== Your objective ==
Set down a true copy of the data, with all pictures left out.

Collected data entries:
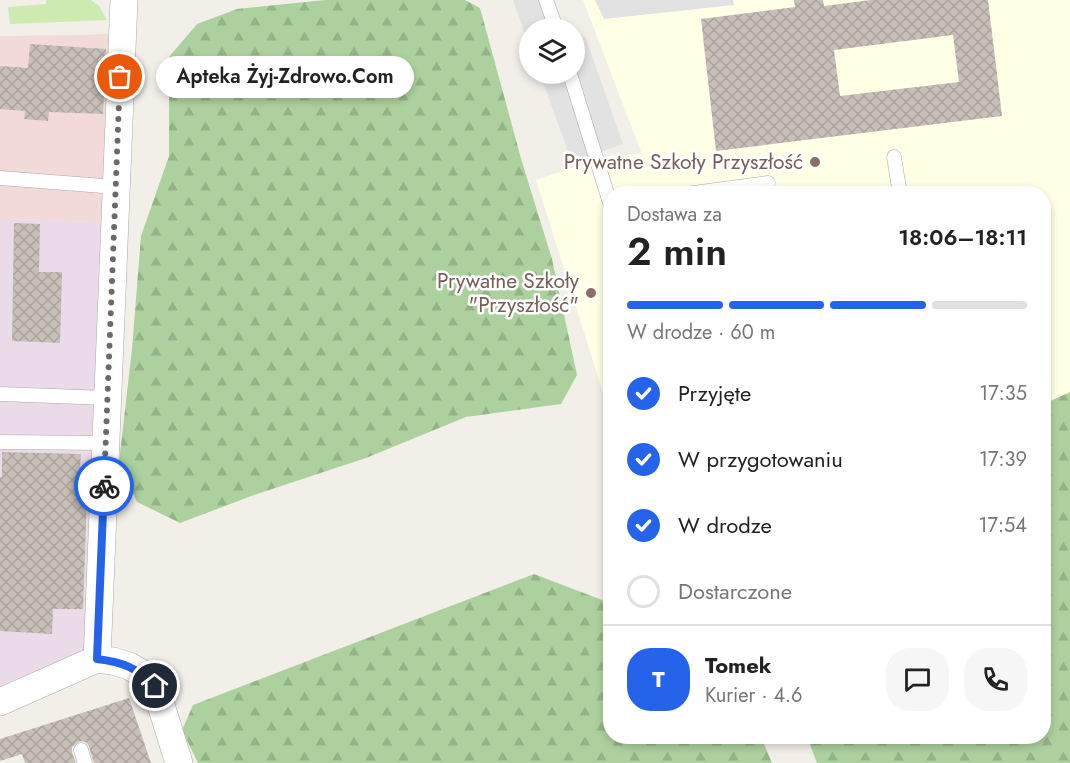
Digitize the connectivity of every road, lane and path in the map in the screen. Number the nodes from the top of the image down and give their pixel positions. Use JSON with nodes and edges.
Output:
{"nodes":[{"id":1,"x":124,"y":0,"type":"edge"},
{"id":2,"x":546,"y":0,"type":"edge"},
{"id":3,"x":552,"y":18,"type":"edge"},
{"id":4,"x":573,"y":84,"type":"edge"},
{"id":5,"x":894,"y":158,"type":"dead end"},
{"id":6,"x":0,"y":177,"type":"edge"},
{"id":7,"x":768,"y":183,"type":"dead end"},
{"id":8,"x":605,"y":186,"type":"edge"},
{"id":9,"x":746,"y":186,"type":"edge"},
{"id":10,"x":899,"y":186,"type":"edge"},
{"id":11,"x":116,"y":187,"type":"junction"},
{"id":12,"x":0,"y":394,"type":"edge"},
{"id":13,"x":107,"y":398,"type":"junction"},
{"id":14,"x":0,"y":442,"type":"edge"},
{"id":15,"x":106,"y":443,"type":"junction"},
{"id":16,"x":97,"y":659,"type":"junction"},
{"id":17,"x":0,"y":702,"type":"edge"},
{"id":18,"x":179,"y":763,"type":"edge"}],
"edges":[{"from":1,"to":11,"type":"street"},
{"from":2,"to":3,"type":"lane"},
{"from":4,"to":8,"type":"lane"},
{"from":5,"to":10,"type":"lane"},
{"from":6,"to":11,"type":"lane"},
{"from":7,"to":9,"type":"lane"},
{"from":11,"to":13,"type":"street"},
{"from":12,"to":13,"type":"lane"},
{"from":13,"to":15,"type":"street"},
{"from":14,"to":15,"type":"lane"},
{"from":15,"to":16,"type":"street"},
{"from":16,"to":17,"type":"street"},
{"from":16,"to":18,"type":"street"}]}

== Answer to this task ==
Digitize the connectivity of every road, lane and path in the map in the screen. Number the nodes from the top of the image down and give their pixel positions. Use JSON with nodes and edges.
Output:
{"nodes":[{"id":1,"x":124,"y":0,"type":"edge"},
{"id":2,"x":546,"y":0,"type":"edge"},
{"id":3,"x":552,"y":18,"type":"edge"},
{"id":4,"x":573,"y":84,"type":"edge"},
{"id":5,"x":894,"y":158,"type":"dead end"},
{"id":6,"x":0,"y":177,"type":"edge"},
{"id":7,"x":768,"y":183,"type":"dead end"},
{"id":8,"x":605,"y":186,"type":"edge"},
{"id":9,"x":746,"y":186,"type":"edge"},
{"id":10,"x":899,"y":186,"type":"edge"},
{"id":11,"x":116,"y":187,"type":"junction"},
{"id":12,"x":0,"y":394,"type":"edge"},
{"id":13,"x":107,"y":398,"type":"junction"},
{"id":14,"x":0,"y":442,"type":"edge"},
{"id":15,"x":106,"y":443,"type":"junction"},
{"id":16,"x":97,"y":659,"type":"junction"},
{"id":17,"x":0,"y":702,"type":"edge"},
{"id":18,"x":179,"y":763,"type":"edge"}],
"edges":[{"from":1,"to":11,"type":"street"},
{"from":2,"to":3,"type":"lane"},
{"from":4,"to":8,"type":"lane"},
{"from":5,"to":10,"type":"lane"},
{"from":6,"to":11,"type":"lane"},
{"from":7,"to":9,"type":"lane"},
{"from":11,"to":13,"type":"street"},
{"from":12,"to":13,"type":"lane"},
{"from":13,"to":15,"type":"street"},
{"from":14,"to":15,"type":"lane"},
{"from":15,"to":16,"type":"street"},
{"from":16,"to":17,"type":"street"},
{"from":16,"to":18,"type":"street"}]}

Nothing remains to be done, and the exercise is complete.